For four months now Sihle Mavimbela has had to spend R14 on taxi fare each time he needs to draw cash from an automated teller machine (ATM).
He is one of many South Africans being forced to spend more money to get at the little that they might have in their bank accounts, thanks to the sharp upsurge in ATM bombings.
Mavimbela, a petrol attendant at Excel in Dobsonville, used to draw his weekly wages at a First National Bank ATM at the station where he works — a five-minute walk from his home. Since the machine was blown up in April he has had to take a taxi to Jabulani, 25km away.
”Getting access to an ATM has been a drag because the only place where a person can go to use a reliable ATM is at Jabulani Mall and we can’t walk there. These bombings are a real inconvenience, a person shouldn’t have to travel that far just for an ATM,” he said.
In the past six years banks have stepped up their rollout of stand-alone ATMs in townships and rural areas, precisely in response to the needs of their less mobile customers. Ironically, these are the ATMs now being targeted by organised crime syndicates, which presumably find the remote or free-standing booth-style machines easier to hit than the more secure cash carriers built into the walls of banks in affluent areas.
So far this year there have been a record 333 ATM bombings, many in the townships. In the past three months there have been at least three ATM blasts a week, the highest number in Gauteng. Nationally affected areas in July included Galeshewe township in the Northern Cape, Elspark in the East Rand and KaNyamazane in Mpumalanga, where a machine was blown up for the second time in less than 12 months.
In 2002 under the Financial Sector Charter the country’s major banks agreed to provide their less flush clients access to ATMs within a 20km radius. This led to an aggressive rollout of ATMs — the very ones which are being blown out of existence almost as quickly as they are set up.
”We are trying our best to live up to the charter but these criminal activities are making it extremely hard for us to reach our target,” said George Chirwa, the head of ATM banking services at Nedbank.
Nedbank is now unlikely to meet its target of rolling out 60% of all new ATMs in peri-urban and rural areas and townships by the end of the year.
”These are areas that we were previously not present in and where most of our new ATMs were going to be. Unfortunately these are the same areas where bombings are prevalent,” said Chirwa.

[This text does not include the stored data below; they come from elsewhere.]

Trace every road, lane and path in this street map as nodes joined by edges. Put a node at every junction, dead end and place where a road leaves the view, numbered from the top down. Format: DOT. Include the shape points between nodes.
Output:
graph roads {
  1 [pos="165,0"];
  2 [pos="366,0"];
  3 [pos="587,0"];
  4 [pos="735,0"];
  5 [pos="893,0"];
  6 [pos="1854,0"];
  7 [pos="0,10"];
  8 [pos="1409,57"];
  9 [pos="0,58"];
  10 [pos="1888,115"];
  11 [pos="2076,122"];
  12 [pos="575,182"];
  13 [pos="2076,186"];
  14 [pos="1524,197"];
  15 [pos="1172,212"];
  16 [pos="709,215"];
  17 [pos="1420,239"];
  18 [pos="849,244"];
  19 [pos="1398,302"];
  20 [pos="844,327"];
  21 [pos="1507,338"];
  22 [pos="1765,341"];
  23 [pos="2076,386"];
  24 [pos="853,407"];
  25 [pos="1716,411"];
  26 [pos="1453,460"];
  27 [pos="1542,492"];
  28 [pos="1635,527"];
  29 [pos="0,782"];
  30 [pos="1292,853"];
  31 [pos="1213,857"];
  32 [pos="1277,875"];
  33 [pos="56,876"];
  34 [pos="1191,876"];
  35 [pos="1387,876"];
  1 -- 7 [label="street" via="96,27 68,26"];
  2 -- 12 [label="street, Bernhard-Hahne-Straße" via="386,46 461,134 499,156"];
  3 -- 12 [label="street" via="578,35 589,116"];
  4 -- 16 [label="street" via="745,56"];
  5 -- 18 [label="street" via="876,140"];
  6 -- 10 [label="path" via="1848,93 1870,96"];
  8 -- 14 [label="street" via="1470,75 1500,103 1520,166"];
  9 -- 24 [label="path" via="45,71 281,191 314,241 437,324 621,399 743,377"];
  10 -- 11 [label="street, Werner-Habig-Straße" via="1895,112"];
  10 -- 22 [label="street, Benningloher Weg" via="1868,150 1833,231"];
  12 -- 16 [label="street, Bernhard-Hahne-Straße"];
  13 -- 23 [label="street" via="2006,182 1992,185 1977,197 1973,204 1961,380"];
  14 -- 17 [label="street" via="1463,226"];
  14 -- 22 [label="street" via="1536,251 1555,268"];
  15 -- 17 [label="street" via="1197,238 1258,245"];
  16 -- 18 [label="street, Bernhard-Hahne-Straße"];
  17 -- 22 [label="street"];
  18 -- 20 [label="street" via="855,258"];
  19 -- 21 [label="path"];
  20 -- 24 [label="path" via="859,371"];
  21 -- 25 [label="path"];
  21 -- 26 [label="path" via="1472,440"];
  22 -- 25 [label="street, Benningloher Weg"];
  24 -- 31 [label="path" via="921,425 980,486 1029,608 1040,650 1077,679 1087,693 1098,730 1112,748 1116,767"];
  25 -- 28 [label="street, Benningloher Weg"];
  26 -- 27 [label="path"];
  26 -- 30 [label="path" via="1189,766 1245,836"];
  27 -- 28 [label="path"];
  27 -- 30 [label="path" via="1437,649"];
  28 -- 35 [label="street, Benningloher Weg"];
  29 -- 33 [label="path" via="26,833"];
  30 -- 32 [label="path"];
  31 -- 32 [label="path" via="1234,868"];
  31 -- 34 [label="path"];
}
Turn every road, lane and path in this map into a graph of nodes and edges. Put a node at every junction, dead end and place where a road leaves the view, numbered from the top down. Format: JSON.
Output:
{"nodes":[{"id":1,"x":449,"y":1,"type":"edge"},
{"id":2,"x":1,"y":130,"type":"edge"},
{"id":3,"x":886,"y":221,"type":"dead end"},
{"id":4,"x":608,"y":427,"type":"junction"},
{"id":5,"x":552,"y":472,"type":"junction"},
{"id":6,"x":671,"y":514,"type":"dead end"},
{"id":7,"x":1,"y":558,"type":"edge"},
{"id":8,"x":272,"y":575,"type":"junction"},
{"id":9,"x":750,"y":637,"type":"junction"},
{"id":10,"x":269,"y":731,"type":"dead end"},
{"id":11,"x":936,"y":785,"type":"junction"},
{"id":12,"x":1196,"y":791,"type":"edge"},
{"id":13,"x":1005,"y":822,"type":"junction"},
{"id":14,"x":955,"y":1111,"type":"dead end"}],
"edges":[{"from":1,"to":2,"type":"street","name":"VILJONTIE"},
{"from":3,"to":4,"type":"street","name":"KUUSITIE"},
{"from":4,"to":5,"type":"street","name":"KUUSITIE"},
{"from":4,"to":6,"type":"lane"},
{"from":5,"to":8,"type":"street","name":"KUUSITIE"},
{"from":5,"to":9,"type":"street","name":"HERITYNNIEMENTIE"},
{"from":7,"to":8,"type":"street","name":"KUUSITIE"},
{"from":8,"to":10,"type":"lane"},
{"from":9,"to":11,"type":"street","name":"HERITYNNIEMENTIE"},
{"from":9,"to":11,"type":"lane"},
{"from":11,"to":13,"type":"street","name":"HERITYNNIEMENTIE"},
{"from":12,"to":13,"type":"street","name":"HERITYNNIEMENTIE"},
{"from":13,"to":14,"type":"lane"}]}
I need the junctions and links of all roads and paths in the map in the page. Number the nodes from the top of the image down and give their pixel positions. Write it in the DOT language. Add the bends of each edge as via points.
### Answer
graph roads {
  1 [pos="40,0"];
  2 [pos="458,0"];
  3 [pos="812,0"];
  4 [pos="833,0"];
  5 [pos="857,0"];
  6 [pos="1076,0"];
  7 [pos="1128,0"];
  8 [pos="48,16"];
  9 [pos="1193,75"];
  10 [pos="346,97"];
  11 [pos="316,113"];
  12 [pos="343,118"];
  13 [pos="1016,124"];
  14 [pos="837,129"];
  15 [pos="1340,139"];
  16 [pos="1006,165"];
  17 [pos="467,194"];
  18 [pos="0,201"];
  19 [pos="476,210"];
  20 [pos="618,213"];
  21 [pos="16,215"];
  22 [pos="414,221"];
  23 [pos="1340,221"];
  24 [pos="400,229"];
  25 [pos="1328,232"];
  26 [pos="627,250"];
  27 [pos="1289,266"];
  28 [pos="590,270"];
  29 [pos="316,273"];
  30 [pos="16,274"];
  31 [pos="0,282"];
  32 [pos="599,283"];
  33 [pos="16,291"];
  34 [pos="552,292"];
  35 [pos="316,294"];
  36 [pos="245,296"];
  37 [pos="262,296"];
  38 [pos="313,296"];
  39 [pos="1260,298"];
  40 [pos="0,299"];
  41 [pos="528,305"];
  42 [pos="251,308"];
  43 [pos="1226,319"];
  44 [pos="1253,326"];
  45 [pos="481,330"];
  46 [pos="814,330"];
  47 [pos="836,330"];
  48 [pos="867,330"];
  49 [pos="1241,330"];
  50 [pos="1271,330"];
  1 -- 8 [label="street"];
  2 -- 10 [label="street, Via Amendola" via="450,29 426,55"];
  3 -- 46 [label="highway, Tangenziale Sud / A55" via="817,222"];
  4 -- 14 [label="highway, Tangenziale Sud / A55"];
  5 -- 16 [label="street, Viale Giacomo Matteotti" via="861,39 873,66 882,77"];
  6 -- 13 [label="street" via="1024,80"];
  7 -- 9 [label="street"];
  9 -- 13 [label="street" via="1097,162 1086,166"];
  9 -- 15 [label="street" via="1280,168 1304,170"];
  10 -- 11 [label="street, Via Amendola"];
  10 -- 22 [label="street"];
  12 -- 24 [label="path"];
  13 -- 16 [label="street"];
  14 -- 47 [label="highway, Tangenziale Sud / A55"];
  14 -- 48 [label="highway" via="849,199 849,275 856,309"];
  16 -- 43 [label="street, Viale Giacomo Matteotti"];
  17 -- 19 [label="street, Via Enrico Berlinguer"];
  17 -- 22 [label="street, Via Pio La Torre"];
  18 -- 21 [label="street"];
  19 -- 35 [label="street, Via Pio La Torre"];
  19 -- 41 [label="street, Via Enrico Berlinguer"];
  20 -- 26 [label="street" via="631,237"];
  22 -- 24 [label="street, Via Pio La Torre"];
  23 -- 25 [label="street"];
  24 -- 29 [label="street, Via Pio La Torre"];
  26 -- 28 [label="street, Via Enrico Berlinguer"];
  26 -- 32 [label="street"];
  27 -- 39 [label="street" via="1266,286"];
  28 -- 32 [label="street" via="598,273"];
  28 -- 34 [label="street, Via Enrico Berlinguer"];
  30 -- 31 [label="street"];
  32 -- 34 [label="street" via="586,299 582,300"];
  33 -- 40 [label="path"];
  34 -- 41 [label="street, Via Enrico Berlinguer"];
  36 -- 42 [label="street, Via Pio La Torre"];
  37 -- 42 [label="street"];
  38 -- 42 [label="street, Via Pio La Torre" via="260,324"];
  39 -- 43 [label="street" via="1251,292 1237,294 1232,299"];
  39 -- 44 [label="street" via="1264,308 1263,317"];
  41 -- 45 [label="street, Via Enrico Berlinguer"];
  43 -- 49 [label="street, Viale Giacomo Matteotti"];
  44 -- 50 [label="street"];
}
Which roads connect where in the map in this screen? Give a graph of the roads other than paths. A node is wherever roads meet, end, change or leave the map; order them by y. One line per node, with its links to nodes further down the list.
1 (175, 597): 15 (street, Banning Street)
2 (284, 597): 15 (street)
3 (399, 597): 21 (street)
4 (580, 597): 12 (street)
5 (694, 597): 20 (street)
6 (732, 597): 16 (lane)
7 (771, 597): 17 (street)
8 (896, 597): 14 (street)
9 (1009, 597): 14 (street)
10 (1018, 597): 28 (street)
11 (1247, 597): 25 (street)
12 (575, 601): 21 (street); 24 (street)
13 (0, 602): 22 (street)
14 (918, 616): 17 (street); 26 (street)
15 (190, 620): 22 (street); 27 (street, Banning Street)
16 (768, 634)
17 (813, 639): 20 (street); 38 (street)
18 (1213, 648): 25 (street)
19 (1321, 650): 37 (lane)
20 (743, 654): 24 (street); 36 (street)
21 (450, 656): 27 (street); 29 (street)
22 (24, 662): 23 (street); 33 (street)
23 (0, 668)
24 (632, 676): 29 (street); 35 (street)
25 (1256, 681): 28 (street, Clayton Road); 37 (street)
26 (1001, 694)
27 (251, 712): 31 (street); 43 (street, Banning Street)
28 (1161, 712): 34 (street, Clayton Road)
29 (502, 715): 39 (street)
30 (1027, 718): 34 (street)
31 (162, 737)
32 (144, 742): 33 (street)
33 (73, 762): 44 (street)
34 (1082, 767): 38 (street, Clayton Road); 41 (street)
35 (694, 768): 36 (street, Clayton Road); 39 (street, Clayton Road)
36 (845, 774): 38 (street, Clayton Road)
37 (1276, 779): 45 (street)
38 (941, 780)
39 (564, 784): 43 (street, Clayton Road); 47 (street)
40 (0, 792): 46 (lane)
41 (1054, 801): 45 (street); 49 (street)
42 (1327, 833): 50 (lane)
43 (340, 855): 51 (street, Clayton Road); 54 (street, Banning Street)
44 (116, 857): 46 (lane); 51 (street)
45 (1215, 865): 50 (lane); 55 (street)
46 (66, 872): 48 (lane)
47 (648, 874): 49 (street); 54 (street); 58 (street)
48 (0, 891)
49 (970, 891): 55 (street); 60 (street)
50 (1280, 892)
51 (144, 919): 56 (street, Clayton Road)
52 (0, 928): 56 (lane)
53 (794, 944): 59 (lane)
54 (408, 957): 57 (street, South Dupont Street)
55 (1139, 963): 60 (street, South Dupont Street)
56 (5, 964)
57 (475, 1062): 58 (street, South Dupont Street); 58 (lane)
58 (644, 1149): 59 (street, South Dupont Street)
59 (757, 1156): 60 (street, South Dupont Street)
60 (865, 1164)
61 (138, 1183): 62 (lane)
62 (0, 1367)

The very people who needed to benefit from access to ATMs have become the victims of this latest crime phenomenon — and they’re fed up.
A butchery owner in Dlamini, Soweto — who asked to be called ”Lucio” — arrived at his shop on Sunday morning to find two sticks of dynamite at the Standard Bank ATM outside. Would-be robbers had tied up a security guard the previous night and packed the machine with explosives — which failed to detonate.
”If we could do something as a community we would, but we are not dealing with petty criminals here. I think these are the same people who do cash-in-transit heists and now they bomb ATMs.
”What can you do to a gang of 13 guys?”